Все кругом: и море, и суша, и люди, и животные — поминутно озарялись огненным светом, а волны моря окрашивались в желтоватый цвет, через который скользили молнии, как через зелено-желтую стеклянную стену.

Теперь Ефрем заметил, что грозные тучи шли с юга, а не с севера; а когда молния озаряла египетское войско, то он замечал, что многие колесницы были опрокинуты или снесены в море, другие же плотно наезжали одна на другую, так что движение вперед становилось крайне затруднительным.

Несмотря на все это, неприятель подвигался вперед и пространство, отделяющее преследуемых от преследователей, не увеличивалось; но смятение между последними было очень велико, потому что как только затихал гром, то ясно слышались испуганные крики воинов и ободряющие возгласы военачальников.

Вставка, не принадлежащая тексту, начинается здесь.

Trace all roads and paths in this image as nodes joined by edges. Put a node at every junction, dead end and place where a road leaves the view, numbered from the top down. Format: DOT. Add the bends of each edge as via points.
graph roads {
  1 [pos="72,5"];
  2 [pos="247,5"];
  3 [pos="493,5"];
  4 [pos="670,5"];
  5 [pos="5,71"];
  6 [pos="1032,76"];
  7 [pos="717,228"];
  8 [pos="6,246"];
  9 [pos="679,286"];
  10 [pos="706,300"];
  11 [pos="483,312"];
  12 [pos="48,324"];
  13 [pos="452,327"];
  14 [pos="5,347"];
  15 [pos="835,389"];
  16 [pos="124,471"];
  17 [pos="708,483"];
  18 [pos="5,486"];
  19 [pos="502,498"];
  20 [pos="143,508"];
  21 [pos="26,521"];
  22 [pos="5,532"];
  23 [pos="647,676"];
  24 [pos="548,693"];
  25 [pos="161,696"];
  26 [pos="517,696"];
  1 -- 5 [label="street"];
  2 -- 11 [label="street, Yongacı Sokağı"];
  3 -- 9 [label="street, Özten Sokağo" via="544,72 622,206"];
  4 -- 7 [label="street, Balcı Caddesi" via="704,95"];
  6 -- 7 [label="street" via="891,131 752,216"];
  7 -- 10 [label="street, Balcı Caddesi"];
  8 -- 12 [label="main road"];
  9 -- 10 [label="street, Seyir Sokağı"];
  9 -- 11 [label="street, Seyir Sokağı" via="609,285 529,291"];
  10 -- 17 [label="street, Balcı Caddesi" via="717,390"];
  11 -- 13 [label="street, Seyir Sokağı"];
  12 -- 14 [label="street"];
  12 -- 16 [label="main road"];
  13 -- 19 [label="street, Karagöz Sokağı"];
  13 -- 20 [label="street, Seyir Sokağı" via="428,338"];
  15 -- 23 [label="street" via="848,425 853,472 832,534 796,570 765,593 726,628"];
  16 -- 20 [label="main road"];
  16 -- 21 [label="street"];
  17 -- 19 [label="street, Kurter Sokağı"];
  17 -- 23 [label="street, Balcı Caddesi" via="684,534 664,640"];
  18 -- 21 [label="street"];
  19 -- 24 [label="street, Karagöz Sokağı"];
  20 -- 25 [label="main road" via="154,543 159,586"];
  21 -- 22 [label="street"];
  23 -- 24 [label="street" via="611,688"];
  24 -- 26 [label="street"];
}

Но как ни мрачно было небо на южной стороне, как ни гремел гром, как ни сверкала молния, но дождя все еще не было; а волны, между тем, становились все выше и выше и заливали то воинов, то колесницы, дорога же становилась все уже и уже.

Евреи же были близки к цели; колено Вениамина уже переправилось на следующий берег и снова раздались радостные крики; немалого труда стоило оберегать скот от напора волн, тогда Ефрем снова проник на дно моря, потом приказал пастухам следовать за ним и под его руководством весь скот был выведен.

Скоро уже последний человек из чужестранцев ступил на противоположный берег, и снова раздался радостный крик.

Прокаженные же шли почти по пояс в воде, и прежде чем они ступили на берег, пошел сильный дождь. Но и они скоро достигли цели перехода; многие матери, несшие своих детей на руках или на плечах, достигли также берега и упали на колени, благодаря Бога за свое спасение; все достигли берега, и все радовались своему спасению.

За пальмами, росшими на том берегу, у ручья должны были собраться прокаженные, остальные же были отведены далее, в глубь страны, чтобы по данному знаку продолжать путешествие к юго-востоку в горы, где трудно было бы двигаться египетскому войску с его колесницами.

Гур собрал своих пастухов, и они стояли перед ним с копьями, пращами и короткими мечами, готовые отразить неприятеля, как только он покажется на суше. Телегами они загородили дорогу, чтобы египтяне не могли тотчас добраться свободно до них.

Смоляные светильники на берегу горели ярко и были так хорошо защищены от дождя, что не гасли; они освещали дорогу пастухам, которые хотели напасть на бойцов в колесницах; во главе этой кучки храбрецов стояли старый Нун, Гур и Ефрем.